Ingredients
Method
Instructions
- In a medium bowl, combine the freshly milled soft white wheat flour, baking powder, sugar, and salt. Whisk until evenly combined.
- Add the cold, cubed butter to the flour mixture. Use a pastry cutter or fork to cut the butter into the flour until the mixture resembles small peas. Work quickly to keep the butter cold.
- Add ⅓ cup water and mix together. If needed, add the remaining 2 tablespoons water a little at a time. The dough should be wet and cohesive but not sticky. There should be no dry flour remaining.
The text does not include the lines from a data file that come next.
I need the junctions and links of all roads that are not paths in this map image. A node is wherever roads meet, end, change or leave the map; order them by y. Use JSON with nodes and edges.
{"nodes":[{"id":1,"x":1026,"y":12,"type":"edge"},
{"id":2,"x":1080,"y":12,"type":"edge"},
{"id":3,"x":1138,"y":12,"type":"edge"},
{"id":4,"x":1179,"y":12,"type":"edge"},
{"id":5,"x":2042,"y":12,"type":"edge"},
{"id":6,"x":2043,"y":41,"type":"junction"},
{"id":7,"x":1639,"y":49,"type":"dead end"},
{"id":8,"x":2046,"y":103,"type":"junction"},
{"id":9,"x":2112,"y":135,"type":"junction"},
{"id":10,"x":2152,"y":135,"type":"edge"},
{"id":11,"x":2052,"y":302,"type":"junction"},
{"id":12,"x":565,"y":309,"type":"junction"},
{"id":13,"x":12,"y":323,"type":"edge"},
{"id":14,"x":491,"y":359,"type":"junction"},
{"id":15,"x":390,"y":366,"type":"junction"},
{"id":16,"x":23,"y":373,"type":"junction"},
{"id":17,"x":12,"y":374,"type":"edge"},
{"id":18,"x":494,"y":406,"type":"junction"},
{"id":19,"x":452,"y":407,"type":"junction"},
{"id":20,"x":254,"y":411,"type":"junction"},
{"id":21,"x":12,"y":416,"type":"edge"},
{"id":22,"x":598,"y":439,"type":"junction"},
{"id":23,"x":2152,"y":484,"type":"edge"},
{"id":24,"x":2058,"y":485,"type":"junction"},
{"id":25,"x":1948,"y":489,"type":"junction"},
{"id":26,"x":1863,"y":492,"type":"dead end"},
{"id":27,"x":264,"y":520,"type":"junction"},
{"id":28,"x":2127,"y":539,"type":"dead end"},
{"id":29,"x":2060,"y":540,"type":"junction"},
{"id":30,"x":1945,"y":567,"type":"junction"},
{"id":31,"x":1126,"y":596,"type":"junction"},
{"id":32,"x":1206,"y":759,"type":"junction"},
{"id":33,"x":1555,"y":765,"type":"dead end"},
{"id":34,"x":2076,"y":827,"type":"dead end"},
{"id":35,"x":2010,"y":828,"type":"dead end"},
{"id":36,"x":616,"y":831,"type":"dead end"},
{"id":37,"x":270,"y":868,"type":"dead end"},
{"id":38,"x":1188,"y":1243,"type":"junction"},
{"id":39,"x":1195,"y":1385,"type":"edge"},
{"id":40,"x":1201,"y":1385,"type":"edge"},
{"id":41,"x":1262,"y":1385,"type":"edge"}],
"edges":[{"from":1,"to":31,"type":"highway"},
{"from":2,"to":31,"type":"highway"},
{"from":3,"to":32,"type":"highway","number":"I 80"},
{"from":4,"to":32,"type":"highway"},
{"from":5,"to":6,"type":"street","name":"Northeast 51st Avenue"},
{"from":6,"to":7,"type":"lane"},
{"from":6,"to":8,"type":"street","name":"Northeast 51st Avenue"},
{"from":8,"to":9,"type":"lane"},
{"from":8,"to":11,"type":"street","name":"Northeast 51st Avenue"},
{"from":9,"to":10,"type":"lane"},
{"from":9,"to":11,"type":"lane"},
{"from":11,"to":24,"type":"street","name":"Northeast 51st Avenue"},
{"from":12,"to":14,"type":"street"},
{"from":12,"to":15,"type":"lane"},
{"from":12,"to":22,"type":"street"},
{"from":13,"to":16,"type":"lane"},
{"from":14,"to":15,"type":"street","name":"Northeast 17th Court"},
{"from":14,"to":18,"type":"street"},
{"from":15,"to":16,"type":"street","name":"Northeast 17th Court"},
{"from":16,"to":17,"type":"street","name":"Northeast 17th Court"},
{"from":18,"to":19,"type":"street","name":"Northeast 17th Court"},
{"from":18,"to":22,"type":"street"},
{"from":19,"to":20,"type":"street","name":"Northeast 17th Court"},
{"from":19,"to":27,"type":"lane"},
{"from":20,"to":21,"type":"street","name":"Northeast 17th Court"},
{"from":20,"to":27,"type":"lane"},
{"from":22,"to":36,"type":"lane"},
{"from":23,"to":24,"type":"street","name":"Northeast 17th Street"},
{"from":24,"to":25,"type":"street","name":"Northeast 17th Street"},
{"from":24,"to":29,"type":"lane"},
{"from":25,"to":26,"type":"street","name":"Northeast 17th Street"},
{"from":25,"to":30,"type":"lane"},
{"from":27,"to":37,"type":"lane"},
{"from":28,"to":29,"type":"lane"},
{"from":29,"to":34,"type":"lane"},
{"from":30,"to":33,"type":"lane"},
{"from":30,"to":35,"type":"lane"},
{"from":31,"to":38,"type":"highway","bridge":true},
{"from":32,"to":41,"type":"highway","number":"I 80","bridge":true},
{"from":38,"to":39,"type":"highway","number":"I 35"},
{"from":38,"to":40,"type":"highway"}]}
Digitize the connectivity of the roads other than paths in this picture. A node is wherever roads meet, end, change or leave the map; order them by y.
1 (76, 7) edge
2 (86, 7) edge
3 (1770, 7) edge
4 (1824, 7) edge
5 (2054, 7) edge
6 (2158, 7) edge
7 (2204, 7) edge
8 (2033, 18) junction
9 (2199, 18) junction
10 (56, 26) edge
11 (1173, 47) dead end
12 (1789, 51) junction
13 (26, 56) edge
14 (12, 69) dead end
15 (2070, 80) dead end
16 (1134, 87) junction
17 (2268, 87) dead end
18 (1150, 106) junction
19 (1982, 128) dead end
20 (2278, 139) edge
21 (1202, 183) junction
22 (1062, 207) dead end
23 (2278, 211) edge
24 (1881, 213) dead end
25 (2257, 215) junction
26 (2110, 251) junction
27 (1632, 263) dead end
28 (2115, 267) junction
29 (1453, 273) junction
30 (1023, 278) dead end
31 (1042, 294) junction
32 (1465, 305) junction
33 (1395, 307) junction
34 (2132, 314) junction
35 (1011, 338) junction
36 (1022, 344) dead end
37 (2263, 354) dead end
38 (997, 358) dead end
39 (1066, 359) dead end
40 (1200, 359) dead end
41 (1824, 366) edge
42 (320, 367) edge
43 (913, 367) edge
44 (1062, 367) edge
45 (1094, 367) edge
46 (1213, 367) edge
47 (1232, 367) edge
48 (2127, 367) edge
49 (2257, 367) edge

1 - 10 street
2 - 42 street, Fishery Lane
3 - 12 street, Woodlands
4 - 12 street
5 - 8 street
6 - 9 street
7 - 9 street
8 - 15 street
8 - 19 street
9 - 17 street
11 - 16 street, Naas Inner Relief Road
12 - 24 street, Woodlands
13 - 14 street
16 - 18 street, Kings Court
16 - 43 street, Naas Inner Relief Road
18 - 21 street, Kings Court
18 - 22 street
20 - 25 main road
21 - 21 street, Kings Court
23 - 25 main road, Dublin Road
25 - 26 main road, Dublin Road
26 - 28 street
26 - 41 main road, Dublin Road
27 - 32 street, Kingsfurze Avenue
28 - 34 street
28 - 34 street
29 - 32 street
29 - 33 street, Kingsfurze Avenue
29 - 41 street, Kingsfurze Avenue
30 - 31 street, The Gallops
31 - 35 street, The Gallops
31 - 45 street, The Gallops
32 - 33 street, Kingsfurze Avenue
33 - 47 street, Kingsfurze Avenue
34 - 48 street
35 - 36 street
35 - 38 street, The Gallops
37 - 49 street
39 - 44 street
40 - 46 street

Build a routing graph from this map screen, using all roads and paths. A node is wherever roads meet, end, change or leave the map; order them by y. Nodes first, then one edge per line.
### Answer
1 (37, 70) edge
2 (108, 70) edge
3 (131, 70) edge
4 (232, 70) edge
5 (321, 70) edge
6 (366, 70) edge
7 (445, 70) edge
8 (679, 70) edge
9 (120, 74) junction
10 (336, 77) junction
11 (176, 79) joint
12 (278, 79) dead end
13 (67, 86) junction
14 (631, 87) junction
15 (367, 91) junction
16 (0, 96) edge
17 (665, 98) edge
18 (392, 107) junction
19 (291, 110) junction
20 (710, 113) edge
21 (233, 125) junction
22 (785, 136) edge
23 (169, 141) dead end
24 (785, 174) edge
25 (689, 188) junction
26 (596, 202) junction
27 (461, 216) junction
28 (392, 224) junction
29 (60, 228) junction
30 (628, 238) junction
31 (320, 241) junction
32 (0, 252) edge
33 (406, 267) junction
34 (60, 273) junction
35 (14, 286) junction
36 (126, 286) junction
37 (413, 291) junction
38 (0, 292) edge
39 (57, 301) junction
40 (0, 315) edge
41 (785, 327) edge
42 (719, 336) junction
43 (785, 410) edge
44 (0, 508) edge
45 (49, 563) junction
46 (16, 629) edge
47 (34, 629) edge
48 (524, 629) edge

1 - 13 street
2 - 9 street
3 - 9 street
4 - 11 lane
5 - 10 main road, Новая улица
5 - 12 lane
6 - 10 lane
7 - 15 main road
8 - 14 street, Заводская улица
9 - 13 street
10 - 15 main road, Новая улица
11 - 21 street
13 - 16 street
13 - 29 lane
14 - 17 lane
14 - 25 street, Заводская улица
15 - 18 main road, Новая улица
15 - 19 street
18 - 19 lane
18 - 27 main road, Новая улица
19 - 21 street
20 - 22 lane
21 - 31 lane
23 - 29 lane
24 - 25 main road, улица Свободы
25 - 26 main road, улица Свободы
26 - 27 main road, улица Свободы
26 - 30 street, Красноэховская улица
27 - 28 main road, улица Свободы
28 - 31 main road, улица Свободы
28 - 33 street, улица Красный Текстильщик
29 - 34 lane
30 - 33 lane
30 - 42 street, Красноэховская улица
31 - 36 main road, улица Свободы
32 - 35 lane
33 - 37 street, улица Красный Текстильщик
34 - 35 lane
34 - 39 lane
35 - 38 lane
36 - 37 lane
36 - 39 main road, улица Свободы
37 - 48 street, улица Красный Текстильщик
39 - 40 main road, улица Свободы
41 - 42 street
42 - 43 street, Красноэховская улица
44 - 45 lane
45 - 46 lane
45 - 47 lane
- Shape the dough into a disc and wrap tightly in plastic wrap. Refrigerate for 1–2 hours until cold and noticeably firmer.
- When ready to bake, preheat the oven to 400°F and line a baking sheet with parchment paper.
- Flour a work surface and cut ⅓ of the dough off. Return the remaining dough to the fridge. Roll the dough out as thin as possible — nearly paper thin. Use a 1½ inch circle cutter to cut rounds, or cut into squares with a knife or pizza cutter.
- Arrange the crackers close together on the prepared baking sheet (they do not spread). Brush each cracker with egg wash, then use a fork to poke three rows of holes into each one. Sprinkle with a little salt.
- Bake for 10–14 minutes until the crackers begin to turn golden brown around the edges. Watch them closely — thin crackers bake fast!
- Remove from the oven and immediately brush with melted butter. Allow to cool on the pan — they will crisp up further as they cool.
- Repeat with the remaining dough, rolling, cutting, and baking in batches. Keep the dough you are not working with in the fridge to stay cold between batches.